The prince suddenly went over to Evgeny Pavlovich. "Evgeny Pavlych," he said with a strange ardor, seizing him by the arm, "you may be sure that I consider you the noblest and best of men, in spite of everything; you may be sure of that . . ."

Evgeny Pavlovich even stepped back in surprise. For a moment he tried to suppress an unbearable fit of laughter; but, on looking closer, he noticed that the prince was as if not himself, or at least in some sort of peculiar state.

"I'll bet," he cried, "that you were going to say something quite different, Prince, and maybe not to me at all . . . But what's the matter? Do you feel bad?"

"That may be, that may well be, and it was a very subtle observation that I may have wanted to approach someone else!"

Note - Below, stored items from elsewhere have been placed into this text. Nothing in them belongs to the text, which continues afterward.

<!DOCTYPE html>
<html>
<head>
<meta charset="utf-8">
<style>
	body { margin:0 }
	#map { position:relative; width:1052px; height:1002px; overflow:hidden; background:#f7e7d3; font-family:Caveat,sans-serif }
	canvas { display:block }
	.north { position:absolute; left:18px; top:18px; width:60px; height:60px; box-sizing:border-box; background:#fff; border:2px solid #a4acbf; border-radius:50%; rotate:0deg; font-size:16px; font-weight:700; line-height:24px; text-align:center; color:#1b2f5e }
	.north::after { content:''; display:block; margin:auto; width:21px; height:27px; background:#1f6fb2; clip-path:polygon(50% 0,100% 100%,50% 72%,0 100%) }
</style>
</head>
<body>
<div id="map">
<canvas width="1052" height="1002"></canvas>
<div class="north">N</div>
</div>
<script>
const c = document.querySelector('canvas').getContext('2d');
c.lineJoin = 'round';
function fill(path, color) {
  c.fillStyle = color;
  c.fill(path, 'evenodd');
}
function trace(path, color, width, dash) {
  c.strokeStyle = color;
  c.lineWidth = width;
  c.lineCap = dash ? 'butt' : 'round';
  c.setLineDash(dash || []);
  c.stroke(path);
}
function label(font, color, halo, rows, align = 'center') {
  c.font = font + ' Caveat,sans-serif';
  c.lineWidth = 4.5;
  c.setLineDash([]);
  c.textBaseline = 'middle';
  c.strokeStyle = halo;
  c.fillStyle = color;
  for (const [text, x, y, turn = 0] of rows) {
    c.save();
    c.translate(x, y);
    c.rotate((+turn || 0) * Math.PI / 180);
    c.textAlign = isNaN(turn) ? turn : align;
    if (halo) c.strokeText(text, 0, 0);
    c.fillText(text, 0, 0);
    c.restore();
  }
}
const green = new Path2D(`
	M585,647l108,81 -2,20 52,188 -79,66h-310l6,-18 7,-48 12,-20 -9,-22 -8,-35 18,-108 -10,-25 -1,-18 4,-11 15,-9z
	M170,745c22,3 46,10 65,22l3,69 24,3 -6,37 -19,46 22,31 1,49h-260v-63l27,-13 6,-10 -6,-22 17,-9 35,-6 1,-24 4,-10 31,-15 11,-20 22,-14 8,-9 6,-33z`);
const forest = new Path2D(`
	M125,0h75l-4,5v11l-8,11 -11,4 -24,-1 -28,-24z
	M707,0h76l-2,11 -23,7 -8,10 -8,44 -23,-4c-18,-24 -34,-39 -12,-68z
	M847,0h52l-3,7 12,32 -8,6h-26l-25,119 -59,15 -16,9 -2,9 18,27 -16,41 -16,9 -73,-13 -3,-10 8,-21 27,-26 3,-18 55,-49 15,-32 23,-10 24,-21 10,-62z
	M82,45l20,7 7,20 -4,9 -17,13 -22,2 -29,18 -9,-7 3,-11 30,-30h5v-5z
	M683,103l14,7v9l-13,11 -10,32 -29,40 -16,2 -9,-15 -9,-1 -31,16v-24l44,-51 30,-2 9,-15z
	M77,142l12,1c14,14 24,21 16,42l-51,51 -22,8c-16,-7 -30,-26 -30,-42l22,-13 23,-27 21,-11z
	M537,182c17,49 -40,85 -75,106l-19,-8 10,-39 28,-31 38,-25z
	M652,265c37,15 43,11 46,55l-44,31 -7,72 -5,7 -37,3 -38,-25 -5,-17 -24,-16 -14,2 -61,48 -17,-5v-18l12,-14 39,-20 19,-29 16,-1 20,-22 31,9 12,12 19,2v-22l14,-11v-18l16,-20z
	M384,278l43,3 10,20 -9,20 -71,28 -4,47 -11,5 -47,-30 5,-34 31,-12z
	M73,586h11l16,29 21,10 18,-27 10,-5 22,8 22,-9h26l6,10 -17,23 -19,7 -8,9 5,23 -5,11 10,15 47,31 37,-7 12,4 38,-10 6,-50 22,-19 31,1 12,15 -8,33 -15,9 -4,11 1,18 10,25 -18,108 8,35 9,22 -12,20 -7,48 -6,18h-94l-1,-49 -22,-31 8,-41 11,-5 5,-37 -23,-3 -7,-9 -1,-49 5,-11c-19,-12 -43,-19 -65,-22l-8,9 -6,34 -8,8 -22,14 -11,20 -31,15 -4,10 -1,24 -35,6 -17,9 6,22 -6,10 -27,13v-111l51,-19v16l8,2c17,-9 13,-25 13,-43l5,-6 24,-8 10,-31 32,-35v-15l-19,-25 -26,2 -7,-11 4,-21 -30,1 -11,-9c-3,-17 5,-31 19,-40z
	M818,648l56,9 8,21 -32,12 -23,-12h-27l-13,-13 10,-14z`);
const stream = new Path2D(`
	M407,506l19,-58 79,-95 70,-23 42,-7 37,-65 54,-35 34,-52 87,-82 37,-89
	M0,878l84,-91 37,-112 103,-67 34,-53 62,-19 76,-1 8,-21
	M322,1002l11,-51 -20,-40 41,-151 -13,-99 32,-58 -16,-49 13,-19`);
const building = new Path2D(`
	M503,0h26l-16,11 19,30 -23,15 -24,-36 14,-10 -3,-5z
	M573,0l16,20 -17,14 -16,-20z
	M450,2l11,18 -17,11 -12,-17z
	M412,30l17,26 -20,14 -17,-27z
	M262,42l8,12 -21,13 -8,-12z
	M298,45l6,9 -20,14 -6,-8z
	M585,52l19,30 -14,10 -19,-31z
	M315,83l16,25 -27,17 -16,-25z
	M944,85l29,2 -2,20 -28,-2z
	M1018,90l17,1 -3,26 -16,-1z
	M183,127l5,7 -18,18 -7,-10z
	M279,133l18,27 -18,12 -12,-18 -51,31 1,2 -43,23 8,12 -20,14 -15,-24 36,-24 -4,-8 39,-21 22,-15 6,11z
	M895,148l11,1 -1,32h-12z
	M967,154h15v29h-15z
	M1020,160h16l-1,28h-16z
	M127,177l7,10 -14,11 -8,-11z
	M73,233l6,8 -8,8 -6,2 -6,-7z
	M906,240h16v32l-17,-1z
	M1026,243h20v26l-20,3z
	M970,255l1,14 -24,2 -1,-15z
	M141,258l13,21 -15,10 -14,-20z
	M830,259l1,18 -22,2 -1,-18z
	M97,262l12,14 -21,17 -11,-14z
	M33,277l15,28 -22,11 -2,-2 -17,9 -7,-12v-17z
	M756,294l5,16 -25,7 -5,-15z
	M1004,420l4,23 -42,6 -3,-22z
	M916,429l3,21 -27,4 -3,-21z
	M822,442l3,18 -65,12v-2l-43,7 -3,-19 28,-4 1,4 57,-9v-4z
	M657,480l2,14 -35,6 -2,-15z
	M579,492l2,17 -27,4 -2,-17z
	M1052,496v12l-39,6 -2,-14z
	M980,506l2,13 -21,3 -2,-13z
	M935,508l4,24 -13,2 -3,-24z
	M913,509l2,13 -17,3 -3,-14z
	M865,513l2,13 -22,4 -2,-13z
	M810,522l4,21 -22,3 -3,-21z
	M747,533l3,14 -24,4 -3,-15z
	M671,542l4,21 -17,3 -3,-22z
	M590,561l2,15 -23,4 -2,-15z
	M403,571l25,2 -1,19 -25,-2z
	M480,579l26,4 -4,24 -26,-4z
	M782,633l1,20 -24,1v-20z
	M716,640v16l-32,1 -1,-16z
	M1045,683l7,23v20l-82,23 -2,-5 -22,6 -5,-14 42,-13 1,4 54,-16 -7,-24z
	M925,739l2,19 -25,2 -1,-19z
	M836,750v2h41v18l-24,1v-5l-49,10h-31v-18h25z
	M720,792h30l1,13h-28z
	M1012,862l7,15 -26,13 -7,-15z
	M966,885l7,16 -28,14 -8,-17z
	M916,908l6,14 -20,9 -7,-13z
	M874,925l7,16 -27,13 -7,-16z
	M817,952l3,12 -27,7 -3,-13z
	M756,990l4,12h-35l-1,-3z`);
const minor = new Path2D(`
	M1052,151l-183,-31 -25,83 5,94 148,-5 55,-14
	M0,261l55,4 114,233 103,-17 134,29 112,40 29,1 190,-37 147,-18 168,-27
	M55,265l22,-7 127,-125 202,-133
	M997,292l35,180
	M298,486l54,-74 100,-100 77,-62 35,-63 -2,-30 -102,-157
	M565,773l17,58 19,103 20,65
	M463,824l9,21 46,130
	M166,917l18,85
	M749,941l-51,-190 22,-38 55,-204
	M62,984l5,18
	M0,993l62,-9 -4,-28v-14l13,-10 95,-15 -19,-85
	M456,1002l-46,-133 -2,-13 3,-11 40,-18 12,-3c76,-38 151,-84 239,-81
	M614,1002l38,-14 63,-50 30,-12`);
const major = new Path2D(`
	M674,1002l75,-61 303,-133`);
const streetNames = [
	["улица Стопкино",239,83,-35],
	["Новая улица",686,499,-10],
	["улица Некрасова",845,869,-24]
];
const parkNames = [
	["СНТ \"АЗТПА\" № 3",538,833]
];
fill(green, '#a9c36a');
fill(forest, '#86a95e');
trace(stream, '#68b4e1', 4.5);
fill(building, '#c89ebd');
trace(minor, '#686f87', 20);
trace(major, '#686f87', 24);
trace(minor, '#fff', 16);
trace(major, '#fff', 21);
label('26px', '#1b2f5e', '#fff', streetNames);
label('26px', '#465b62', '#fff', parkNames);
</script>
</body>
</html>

Having said this, he smiled somehow strangely and even ridiculously, but suddenly, as if becoming excited, he exclaimed:

"Don't remind me of what I did three days ago! I've been feeling very ashamed these three days ... I know I'm to blame . . ."

"But. . . but what did you do that was so terrible?"

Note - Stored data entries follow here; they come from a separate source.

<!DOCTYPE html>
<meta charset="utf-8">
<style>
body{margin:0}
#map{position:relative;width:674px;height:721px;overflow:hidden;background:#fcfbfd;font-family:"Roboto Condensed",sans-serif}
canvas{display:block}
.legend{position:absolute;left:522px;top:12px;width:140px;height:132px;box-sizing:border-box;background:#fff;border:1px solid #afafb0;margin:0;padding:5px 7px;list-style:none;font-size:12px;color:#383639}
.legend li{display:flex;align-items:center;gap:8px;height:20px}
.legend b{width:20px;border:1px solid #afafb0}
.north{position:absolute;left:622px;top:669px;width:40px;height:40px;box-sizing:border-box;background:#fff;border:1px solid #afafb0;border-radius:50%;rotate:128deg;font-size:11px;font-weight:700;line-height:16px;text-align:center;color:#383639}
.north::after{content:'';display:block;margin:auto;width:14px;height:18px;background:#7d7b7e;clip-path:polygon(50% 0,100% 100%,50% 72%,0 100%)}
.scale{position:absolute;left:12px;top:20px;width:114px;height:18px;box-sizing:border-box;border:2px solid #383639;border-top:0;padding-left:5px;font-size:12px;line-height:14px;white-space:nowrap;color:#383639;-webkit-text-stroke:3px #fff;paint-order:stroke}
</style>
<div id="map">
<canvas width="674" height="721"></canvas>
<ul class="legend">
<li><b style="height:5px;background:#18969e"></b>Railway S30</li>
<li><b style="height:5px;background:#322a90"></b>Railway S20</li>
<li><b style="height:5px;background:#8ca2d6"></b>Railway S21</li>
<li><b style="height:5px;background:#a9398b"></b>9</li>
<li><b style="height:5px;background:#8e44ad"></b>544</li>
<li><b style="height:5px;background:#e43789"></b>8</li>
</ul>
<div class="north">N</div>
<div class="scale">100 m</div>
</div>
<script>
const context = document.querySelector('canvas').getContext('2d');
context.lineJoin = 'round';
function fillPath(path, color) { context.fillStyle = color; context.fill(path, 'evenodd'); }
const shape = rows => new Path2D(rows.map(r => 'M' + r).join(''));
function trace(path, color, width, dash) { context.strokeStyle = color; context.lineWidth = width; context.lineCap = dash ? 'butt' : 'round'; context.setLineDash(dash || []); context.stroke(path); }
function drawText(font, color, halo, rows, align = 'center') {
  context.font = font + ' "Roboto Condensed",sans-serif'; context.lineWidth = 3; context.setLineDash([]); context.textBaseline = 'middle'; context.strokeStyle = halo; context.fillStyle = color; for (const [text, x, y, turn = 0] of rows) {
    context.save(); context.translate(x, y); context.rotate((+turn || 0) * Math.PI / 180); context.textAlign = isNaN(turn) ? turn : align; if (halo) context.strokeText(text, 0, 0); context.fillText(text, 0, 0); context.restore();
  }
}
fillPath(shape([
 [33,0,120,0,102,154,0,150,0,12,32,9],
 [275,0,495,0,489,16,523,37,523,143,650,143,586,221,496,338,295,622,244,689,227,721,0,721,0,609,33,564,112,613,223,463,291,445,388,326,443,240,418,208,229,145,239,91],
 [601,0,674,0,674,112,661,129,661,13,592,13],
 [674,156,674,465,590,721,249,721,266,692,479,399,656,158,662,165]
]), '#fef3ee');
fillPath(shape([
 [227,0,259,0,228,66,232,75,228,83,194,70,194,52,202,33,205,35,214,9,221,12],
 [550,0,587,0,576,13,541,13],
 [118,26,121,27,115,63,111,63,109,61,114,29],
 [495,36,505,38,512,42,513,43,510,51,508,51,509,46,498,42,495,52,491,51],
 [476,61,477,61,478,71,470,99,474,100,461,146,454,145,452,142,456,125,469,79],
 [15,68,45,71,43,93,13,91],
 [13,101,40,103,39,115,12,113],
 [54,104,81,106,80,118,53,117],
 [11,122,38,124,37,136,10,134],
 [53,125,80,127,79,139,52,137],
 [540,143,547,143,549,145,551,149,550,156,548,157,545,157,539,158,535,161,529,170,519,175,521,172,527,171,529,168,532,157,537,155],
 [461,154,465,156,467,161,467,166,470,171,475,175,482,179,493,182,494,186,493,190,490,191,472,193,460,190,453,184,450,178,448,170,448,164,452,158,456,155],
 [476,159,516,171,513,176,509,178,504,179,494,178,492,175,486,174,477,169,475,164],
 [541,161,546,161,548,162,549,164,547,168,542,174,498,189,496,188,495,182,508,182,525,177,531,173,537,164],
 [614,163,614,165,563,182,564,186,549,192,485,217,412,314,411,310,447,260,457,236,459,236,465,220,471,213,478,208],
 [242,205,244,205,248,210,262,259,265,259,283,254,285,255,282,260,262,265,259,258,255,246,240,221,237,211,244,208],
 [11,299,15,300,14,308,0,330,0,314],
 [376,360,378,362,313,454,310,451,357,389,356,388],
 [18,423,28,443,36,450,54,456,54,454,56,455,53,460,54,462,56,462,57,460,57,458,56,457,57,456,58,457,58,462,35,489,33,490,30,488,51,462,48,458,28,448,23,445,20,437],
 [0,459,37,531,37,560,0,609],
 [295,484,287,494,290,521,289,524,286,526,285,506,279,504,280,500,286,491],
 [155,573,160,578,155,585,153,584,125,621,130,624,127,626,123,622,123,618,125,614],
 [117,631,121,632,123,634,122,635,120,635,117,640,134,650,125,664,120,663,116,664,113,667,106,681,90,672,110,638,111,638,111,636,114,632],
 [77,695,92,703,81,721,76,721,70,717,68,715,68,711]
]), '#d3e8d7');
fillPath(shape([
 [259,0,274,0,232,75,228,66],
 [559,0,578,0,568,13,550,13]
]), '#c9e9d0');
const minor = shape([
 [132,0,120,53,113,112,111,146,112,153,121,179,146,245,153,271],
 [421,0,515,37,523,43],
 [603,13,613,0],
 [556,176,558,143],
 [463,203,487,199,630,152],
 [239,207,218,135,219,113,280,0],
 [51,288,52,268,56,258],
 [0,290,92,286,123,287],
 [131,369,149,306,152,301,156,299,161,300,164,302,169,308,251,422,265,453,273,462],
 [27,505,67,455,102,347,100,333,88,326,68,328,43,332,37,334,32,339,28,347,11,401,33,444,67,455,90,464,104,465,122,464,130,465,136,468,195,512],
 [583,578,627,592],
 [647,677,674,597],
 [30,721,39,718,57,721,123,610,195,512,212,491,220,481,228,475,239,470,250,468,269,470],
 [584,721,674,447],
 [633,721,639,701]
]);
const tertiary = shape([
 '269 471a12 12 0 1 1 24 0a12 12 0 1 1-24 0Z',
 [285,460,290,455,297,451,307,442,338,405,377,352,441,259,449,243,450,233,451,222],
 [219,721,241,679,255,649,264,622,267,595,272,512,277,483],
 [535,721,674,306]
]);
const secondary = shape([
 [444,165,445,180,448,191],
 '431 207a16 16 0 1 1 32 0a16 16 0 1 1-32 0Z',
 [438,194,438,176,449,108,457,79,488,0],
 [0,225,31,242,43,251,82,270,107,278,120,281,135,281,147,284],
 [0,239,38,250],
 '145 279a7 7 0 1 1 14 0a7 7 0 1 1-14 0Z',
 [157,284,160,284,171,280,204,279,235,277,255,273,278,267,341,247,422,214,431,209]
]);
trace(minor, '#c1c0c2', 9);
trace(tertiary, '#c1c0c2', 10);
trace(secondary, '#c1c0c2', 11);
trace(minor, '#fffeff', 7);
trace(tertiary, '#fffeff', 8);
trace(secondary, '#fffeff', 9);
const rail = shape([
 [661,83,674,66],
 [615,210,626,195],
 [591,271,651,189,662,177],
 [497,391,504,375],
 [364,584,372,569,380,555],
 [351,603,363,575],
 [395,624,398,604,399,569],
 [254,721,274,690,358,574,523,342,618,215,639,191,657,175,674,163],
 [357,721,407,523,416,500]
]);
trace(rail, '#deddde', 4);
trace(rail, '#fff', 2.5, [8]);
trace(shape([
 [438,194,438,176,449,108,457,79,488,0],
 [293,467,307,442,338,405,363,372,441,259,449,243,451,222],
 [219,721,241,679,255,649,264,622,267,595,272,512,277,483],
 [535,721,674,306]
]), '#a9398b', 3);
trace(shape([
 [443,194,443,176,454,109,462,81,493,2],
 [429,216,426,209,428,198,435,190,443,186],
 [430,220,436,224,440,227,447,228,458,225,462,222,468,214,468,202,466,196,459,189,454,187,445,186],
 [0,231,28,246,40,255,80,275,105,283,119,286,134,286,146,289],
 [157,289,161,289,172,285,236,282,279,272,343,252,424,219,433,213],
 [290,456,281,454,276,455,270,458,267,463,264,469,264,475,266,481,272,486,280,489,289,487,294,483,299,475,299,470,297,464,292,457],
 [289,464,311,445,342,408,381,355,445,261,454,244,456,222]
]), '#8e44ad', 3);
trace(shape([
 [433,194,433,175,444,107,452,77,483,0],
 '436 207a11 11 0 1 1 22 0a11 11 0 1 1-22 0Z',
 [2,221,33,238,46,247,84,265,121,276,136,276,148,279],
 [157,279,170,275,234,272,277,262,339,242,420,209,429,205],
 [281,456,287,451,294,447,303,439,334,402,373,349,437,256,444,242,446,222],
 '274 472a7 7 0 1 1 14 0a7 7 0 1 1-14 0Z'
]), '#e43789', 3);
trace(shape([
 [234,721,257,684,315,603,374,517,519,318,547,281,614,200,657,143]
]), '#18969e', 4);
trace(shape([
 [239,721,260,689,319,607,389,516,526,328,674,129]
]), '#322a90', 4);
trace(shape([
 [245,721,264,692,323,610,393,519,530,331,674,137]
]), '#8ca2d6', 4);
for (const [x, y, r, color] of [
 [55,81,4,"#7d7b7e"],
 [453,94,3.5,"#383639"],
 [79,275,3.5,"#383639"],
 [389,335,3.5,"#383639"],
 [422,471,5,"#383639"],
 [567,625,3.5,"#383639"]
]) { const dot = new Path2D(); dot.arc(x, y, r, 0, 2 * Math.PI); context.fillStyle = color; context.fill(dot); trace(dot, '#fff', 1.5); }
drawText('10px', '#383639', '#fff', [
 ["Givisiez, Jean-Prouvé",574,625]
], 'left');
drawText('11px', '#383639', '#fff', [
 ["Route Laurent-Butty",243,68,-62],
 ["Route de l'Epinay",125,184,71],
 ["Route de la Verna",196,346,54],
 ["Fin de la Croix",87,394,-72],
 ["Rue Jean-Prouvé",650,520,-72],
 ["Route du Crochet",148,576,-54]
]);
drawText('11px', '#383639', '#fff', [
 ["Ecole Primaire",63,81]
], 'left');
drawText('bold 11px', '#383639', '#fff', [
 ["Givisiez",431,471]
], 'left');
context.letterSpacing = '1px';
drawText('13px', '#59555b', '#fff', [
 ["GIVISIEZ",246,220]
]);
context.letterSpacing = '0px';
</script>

"I can see that you are perhaps more ashamed for me than

anyone else, Evgeny Pavlovich; you're blushing, that's the sign of a beautiful heart. I'll leave presently, you may be sure."

"What's the matter with him? Is this how his fits begin?" Lizaveta Prokofyevna turned fearfully to Kolya.

"Never mind, Lizaveta Prokofyevna, I'm not having a fit; I'll leave right now. I know I've been . . . mistreated by nature. I've been ill for twenty-four years, from birth to the age of twenty-four. Take it from me now as from a sick man. I'll leave right now, right now, you may be sure. I'm not blushing—because it would be strange to blush at that, isn't it so?—but I'm superfluous in society ... I don't say it out of vanity ... I was thinking it over during these three days and decided that I should inform you candidly and nobly at the first opportunity. There are certain ideas, there are lofty ideas, which I ought not to start talking about, because I'll certainly make everyone laugh; Prince Shch. has just reminded me of that very thing . . . My gestures are inappropriate, I have no sense of measure; my words are wrong, they don't correspond to my thoughts, and that is humiliating for the thoughts. And therefore I have no right . . . then, too, I'm insecure, I . . . I'm convinced that I cannot be offended in this house, that I am loved more than I'm worth, but I know (I know for certain) that after twenty years of illness there must surely be some trace left, so that it's impossible not to laugh at me . . . sometimes ... is that so?"

He looked around as if waiting for a response and a decision. Everyone stood in painful perplexity from this unexpected, morbid, and, as it seemed, in any case groundless outburst. But this outburst gave occasion to a strange episode.